Initially I was simply going to write "don't waste a credit on this one" but that may not be enough to dissuade Audible listeners. This was just lewd and not worthy of anyone's time. Adam was fortunate to find Jimmy Kimmel who gave him a career, but this book is about his life before that. If my sons lived their life the way Adam did, I would have been totally embarrassed and denied they were mine. Just filthy stories, seldom funny, never inspiring, usually degrading. Not even sure why a publisher would have considered releasing it. It is that bad. Don't bother wasting a credit on this trash. Please..
I listen to three or four books a month, try to rate most of them but seldom write a review. This time I am obligated. Let's preface it all with stating I am a Penn State alumni. I bleed Blue & White. But it isn't because of a school known for football (and gymnastics and ice hockey and volleyball and wrestling), but, more importantly, because it is a great academic institution. Being Penn State proud I wanted to know the REAL, full story about JoePa. The author began and almost finished this biography before the Sandusky incident, but, as he explains, he could not write an honest biography without getting into all the circumstances surrounding that terrible issue. I am sure many of those who believed in Paterno will want to hear this story; but it is those who did not, or lost faith in this man, they need to hear the whole story. I will admit I cried more than once listening to how this coach dealt with many of the incidents of his life and his coaching career. This is a good book, a moving story, and an emotional ride.
And it would be remiss on my part to fail to mention the tremendous job Joe Montenga did in narrating this book. The texture of his voice, the empathy of his reading, was first rate.
Thank you Joe Posnanski for a most thorough story on the full life of Joe Paterno.
Bill Bryson's works are all top shelf; never less than five stars. First, he narrates his own stories. His wit and satire bring me to tears. He is laugh out loud funny. Second, and to me this is the best part, I always learn something. His works are always educational, thought provoking, and honest. Not a better combination anywhere. I guarantee if you listen to just one of his works you will be signing up for all the rest. He is THAT good.
I try to write reviews when I think they are warranted; sometimes I can be critical. I don't often read books that are in a long series, I get bored. But this being a trilogy, I thought I could get through it. Only this time I think the author got bored too. I really liked the first book, I'd give it 4 1/2 stars. The second was okay, not as interesting, only three stars. I was hoping for a traumatic conclusion in the final book, but it never happened. Too much re-living the past; not a lot to hold my interest. And I got the impression even the author may have been getting tired, thought "if this were eight or ten books, how would I end it?" and then just felt, why wait, I'll end it here, do a little forecasting in the future and let it be over. It was disappointing. Two stars maybe.
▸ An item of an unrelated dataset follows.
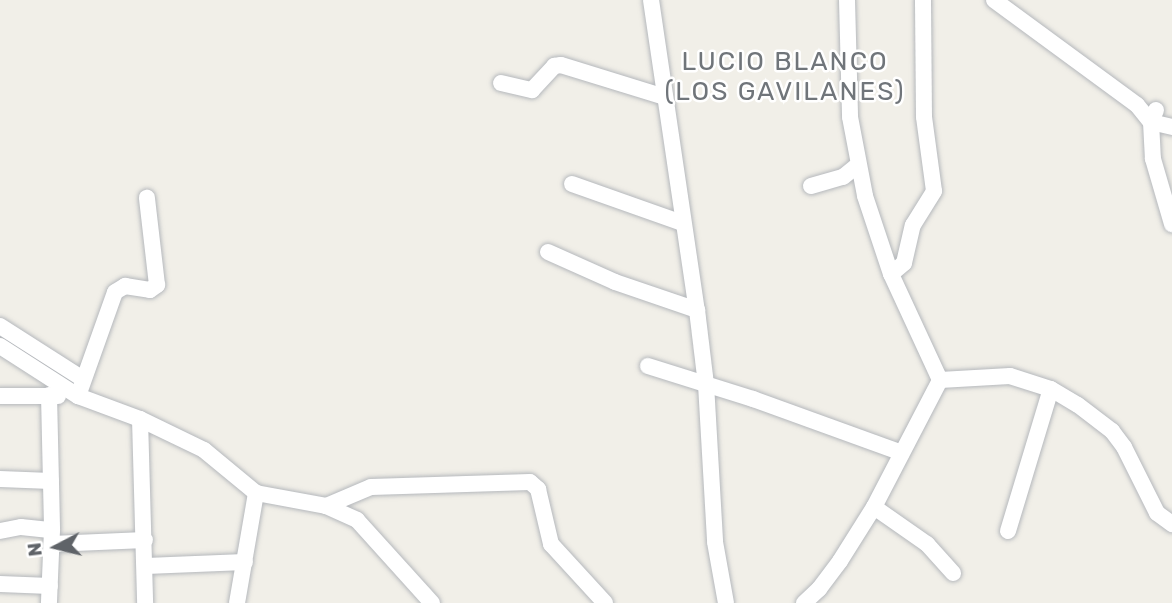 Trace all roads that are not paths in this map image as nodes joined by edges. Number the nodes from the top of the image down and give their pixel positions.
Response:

Although I did enjoy the author's comments at the end on here background for creating the Games.
However, I have not given up on the author, I'm sure there will be future writings worth listening to.
I listen to dozens of books every year and this one has to be one I would put on the top of my list for 2011. A true, unbelieveable story. Hard to accept what our American prisoners of war had to endure.
If you enjoyed Seabiscuit, you'll like this one even more. Well researched, well told.
Hard to believe American servicemen serving in the Pacific could ever forgive the Japanese for their harsh, unforgiveable treatment.
Taken from current circumstances involving housing foreclosures, a good, quick story. MC never disappoints.
I always enjoy a good history lesson from those that actually lived it. So happy Robin's daughter was able to gather the stories of her father together to create this memorable story.
An easy listen to well known history. A few minute details not heard before (but not sure how they were verified). More information on the participants in the conspiresy than I had known before. Worth the time, but not a five.
The Genghis Khan I thought I has learned about was a ruthless warrior. It was interesting to learn the real truth about a historical figure that has had such an influence on the modern world. He saw the world not a place to be conquered, but as an opportunity to expand his knowledge, enhance his culture, and yet retain his history. Then the story continued beyond this one man's story to include how he influenced his peoples future. Well read. It deserved to make it to the "finals" in the book tournament.
Ten thousand reviews with a score over 4.80. Never saw such a thing. How could I pass it up. Wasn't really sure how I felt about it initially, but the further I got, the more I really liked it. It became very personal. I grew up during the time period of this story. Hard to believe in my lifetime we could have been so shortsighted. It was a story that needed to be told. I continue to recommend this book to all my friends and anyone who has given it a chance has found it belongs in the 4.50+ category.